Was Eltern durch KiKA lernen

Beim gemeinsamen Fernsehen entdecken Kinder neue Welten. Eltern können dabei ebenso Neues erfahren – manchmal auch über ihre Kinder. Jan Weiler, Journalist und Schriftsteller, blickt auf seine Familienerlebnisse mit KiKA zurück. Aus dem Leben eines Vaters.

Kinder sehen die Dinge völlig anders als große Menschen.

Leider sind meine Kinder inzwischen zu groß für KiKA. Das ist schade, weil ich deswegen auch nicht mehr KiKA schaue. Nun gibt es zwar eigentlich keinen Grund, darauf zu verzichten, aber mit dem Kinderkanal ist es so wie mit pürierten Früchten in Schraubgläschen: Man denkt, dass man sie auch dann noch kaufen würde, wenn die Kinder zu groß für Heidelbeeren in Apfel sind, aber wenn es soweit ist, sind die Gläschen ganz schnell vergessen.
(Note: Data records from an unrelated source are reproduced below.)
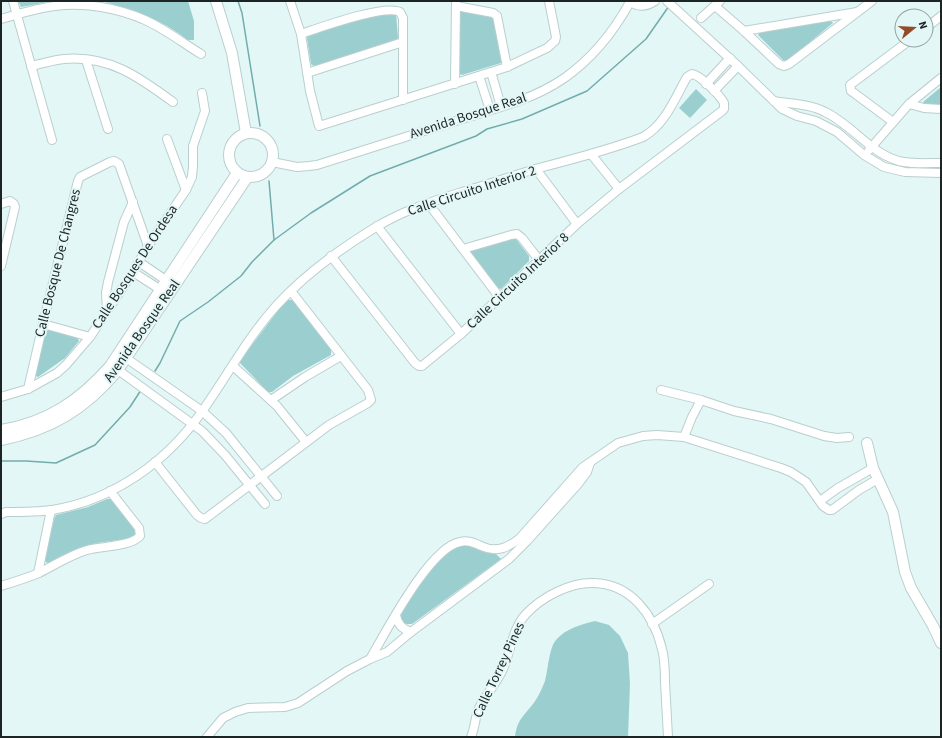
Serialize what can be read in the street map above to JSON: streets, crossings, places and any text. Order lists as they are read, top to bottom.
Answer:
{
  "streets": {
    "main road": ["Avenida Bosque Real"],
    "street": [
      "Calle Circuito Interior 2",
      "Calle Bosque De Changres",
      "Calle Bosques De Ordesa",
      "Calle Circuito Interior 8",
      "Calle Torrey Pines"
    ]
  },
  "crossings": [
    ["Calle Circuito Interior 2", "Calle Circuito Interior 8"],
    ["Calle Bosque De Changres", "Calle Bosques De Ordesa"]
  ],
  "north": "right"
}
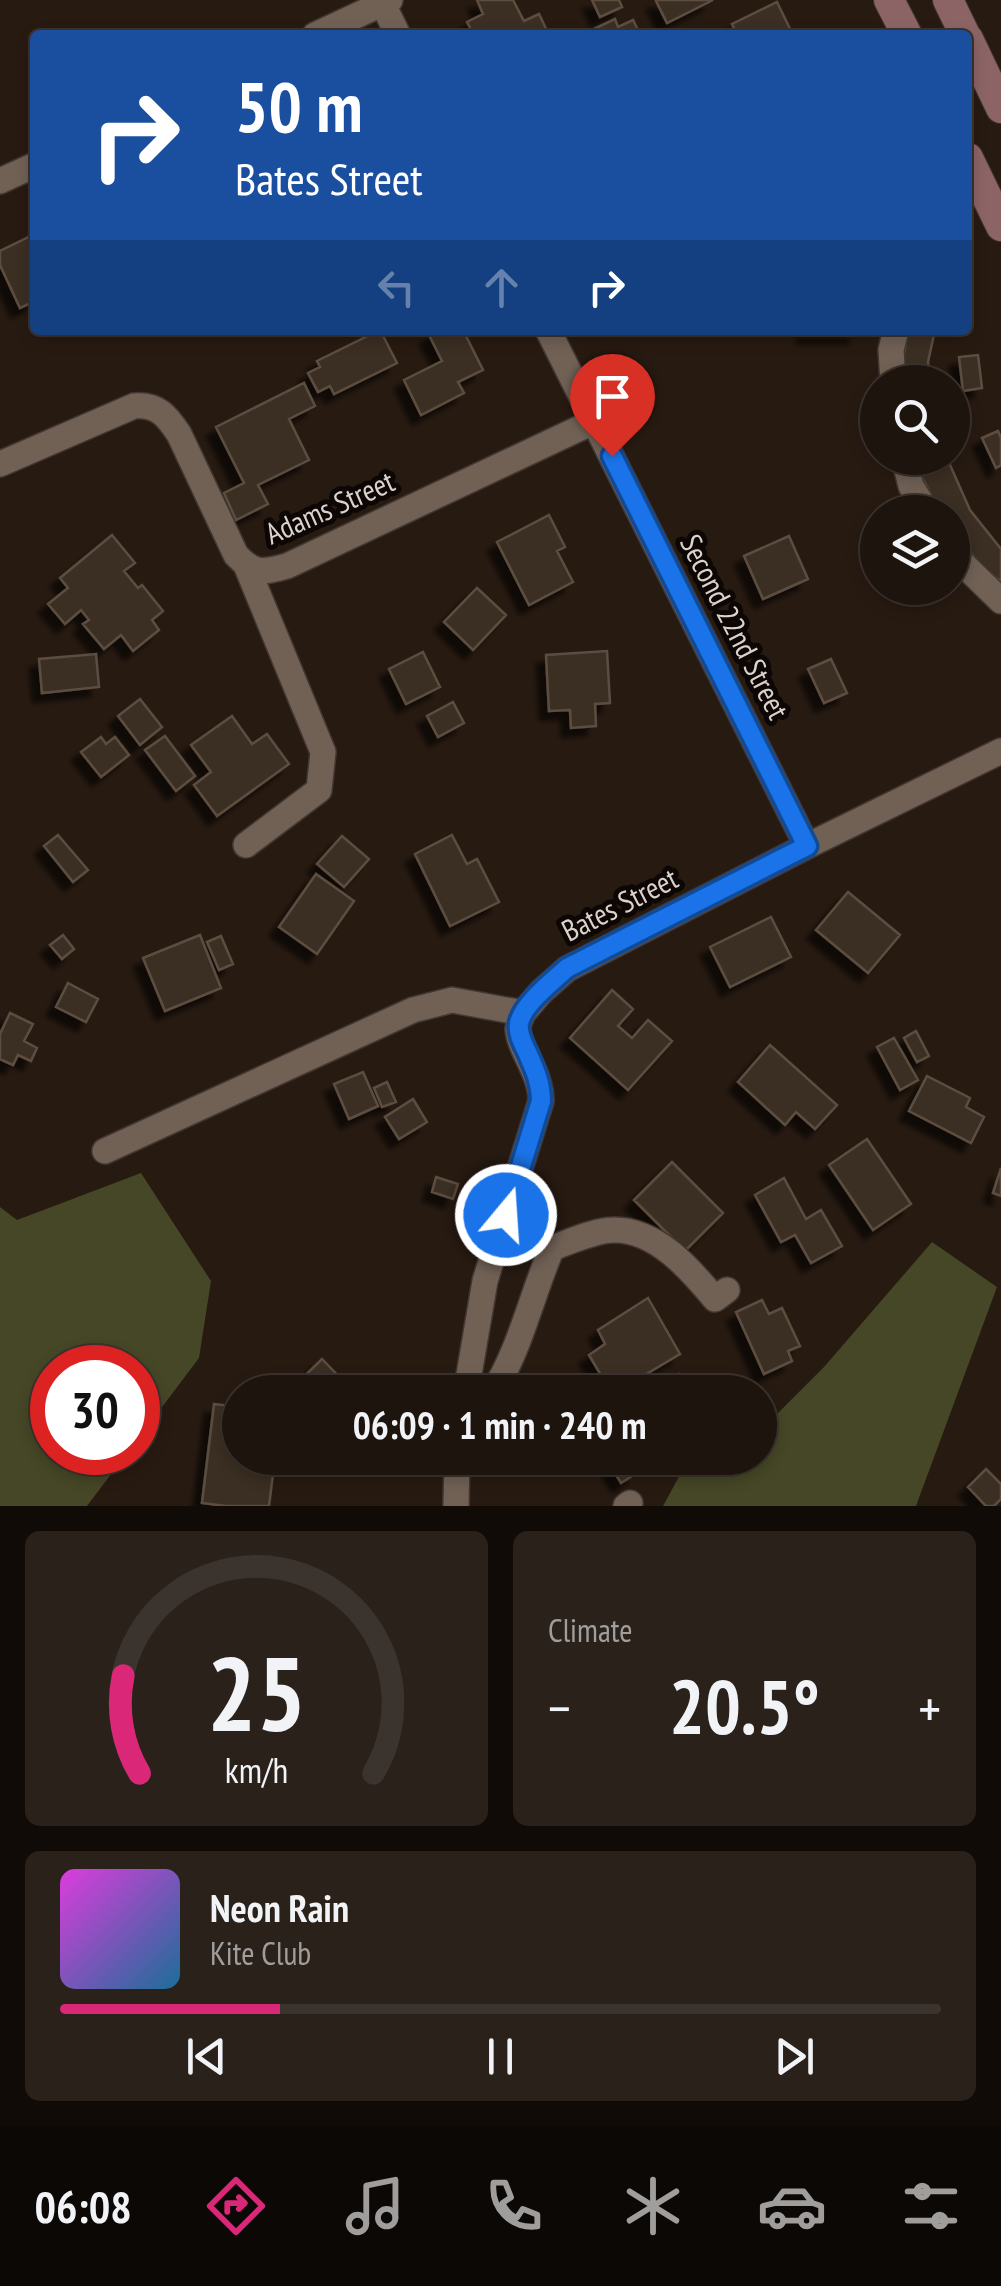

Das ist im Fall des Kinderkanals etwas ungerecht, denn wir waren große Fans. Außerdem verdanke ich dem Kinderkanal eine wichtige Erkenntnis, die auf Anhieb profan klingt, aber tiefe Spuren bei mir hinterließ: Kinder sehen die Dinge völlig anders als große Menschen. Die ahnen manchmal gar nicht, wie traumatisch zum Beispiel die an und für sich total harmlose Serie „Nils Holgersson“ wirken kann.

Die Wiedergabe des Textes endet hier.